I recommend you review this page on how to get the best care for your family member:

http://schizophrenia.com/family/FAQgen.htm#bettercare

and also this page:

How to Force the System to Give You or Your Family Member Better Care
http://www.schizophrenia.com/family/bettercare.html


#4

My MIL always had mental illness, she self medicated with alcohol, Valium and cigarettes. Later in life she switched to alcohol, cigarettes and Xanax.

Neighbors and nurses at my FIL’s nursing home started calling with reports of her behavior getting even more erratic. At first we kids thought they were just noticing her usual mental issues, until her behaviors began to escalate.

None of us could do anything to help because she would not agree to anything. Judges don’t like to take away the rights of the elderly either.

Finally, police took her in for a psychiatric hold and the evaluation came back that she was suffering from vascular dementia in addition to her mental illness. At that point, the system expects the relatives to jump in a manage things. We obtained guardianship and placed her in a nursing home using her assets to pay for the nursing home. We were still spending down her assets on her nursing home care - which is required before she can apply for medicaid, when she passed away from organ failure caused by her vascular dementia.


#5

It sounds like you did the best you could under the circumstances. It is far kinder treatment than to be ignored or refusing to get involved.

Best to you !


#6

Sigh. Oh, the guilt trip. It seems never-ending. It isn’t fair. We caregivers do our best, but in the end, often it isn’t enough.

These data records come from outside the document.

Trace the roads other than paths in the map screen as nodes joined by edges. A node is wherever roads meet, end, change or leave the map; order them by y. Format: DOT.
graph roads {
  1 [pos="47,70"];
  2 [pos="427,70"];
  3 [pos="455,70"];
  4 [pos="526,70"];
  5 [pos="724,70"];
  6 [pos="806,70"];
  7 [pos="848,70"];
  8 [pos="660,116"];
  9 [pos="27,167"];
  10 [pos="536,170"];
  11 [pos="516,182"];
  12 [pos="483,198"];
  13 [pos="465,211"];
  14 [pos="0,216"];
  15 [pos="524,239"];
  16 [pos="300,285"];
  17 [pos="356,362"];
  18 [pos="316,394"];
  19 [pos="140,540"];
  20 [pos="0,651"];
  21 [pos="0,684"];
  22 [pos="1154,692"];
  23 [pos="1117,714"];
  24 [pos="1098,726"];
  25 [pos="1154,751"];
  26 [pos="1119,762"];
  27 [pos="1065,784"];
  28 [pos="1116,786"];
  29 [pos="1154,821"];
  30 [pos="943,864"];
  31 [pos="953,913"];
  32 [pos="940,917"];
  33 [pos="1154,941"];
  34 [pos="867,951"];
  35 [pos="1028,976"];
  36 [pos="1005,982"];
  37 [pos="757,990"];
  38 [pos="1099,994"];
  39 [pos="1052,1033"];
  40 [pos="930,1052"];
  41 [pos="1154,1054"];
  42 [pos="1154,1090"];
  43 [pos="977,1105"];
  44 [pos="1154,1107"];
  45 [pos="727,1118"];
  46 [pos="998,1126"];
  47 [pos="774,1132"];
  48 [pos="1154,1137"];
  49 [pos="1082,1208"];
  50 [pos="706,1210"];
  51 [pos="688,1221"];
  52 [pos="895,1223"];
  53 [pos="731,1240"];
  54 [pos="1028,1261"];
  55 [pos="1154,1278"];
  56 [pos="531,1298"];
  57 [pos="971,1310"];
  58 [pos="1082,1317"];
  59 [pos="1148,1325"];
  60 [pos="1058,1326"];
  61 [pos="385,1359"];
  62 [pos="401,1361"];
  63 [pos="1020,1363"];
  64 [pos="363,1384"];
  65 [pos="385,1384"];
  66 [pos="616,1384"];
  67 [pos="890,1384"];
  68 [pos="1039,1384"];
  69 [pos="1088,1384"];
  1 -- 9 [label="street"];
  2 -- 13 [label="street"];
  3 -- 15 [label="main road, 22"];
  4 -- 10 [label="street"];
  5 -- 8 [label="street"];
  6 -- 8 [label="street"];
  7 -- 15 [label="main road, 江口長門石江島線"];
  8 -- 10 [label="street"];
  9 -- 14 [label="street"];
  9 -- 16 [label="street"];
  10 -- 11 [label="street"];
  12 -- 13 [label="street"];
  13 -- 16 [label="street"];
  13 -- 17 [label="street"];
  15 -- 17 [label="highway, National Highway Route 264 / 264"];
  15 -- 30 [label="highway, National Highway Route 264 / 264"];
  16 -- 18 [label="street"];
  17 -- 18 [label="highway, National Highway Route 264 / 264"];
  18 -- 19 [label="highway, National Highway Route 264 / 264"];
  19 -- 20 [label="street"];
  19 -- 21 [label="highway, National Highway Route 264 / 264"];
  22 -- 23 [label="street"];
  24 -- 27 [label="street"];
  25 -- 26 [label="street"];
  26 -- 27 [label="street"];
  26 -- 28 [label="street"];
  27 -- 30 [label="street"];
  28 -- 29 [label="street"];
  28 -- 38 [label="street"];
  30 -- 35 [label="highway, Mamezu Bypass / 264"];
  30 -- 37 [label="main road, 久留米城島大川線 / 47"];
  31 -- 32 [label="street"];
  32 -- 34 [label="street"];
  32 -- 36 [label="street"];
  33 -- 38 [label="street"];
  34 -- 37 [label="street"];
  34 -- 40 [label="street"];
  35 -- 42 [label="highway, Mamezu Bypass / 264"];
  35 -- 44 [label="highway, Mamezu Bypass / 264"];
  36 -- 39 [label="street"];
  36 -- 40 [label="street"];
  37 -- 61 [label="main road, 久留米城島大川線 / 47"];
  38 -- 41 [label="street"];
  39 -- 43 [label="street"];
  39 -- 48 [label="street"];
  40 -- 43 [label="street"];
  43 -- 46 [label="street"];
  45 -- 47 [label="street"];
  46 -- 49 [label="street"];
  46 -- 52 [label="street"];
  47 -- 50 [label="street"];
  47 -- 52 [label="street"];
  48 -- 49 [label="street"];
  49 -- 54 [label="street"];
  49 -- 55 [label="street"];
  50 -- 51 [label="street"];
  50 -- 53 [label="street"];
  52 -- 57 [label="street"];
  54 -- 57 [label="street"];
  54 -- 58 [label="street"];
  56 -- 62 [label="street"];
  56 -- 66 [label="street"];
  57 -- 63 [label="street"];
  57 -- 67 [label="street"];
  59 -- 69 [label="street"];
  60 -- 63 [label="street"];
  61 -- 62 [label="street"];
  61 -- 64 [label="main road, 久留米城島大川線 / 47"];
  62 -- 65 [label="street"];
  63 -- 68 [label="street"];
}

A long time ago, when I worked my way up the levels in swimming classes at the Y, I was finally in a lifesaving class. As a tiny, lightweight young woman, the instructor told me to “never, never, never attempt to save someone else without a lifesaver (ring or jacket)” for myself. As he put it: “You will, for certain, be pulled under by a panicking, drowning person, as you just don’t have the physical capacity to save someone, even though you have the heart”. He warned me, and I heeded the warning, as drowning myself, trying to save another, would be a double tragedy.

I have finally realized that I cannot save my daughter from her schizophrenia, it has been pulling me under to try to save her. I have backed off, and am offering life-rings to her, which mostly she rejects. I feel guilty for not trying more, but I cannot let my own health, mental state and financial condition deteriorate more than has already happened in the last two years.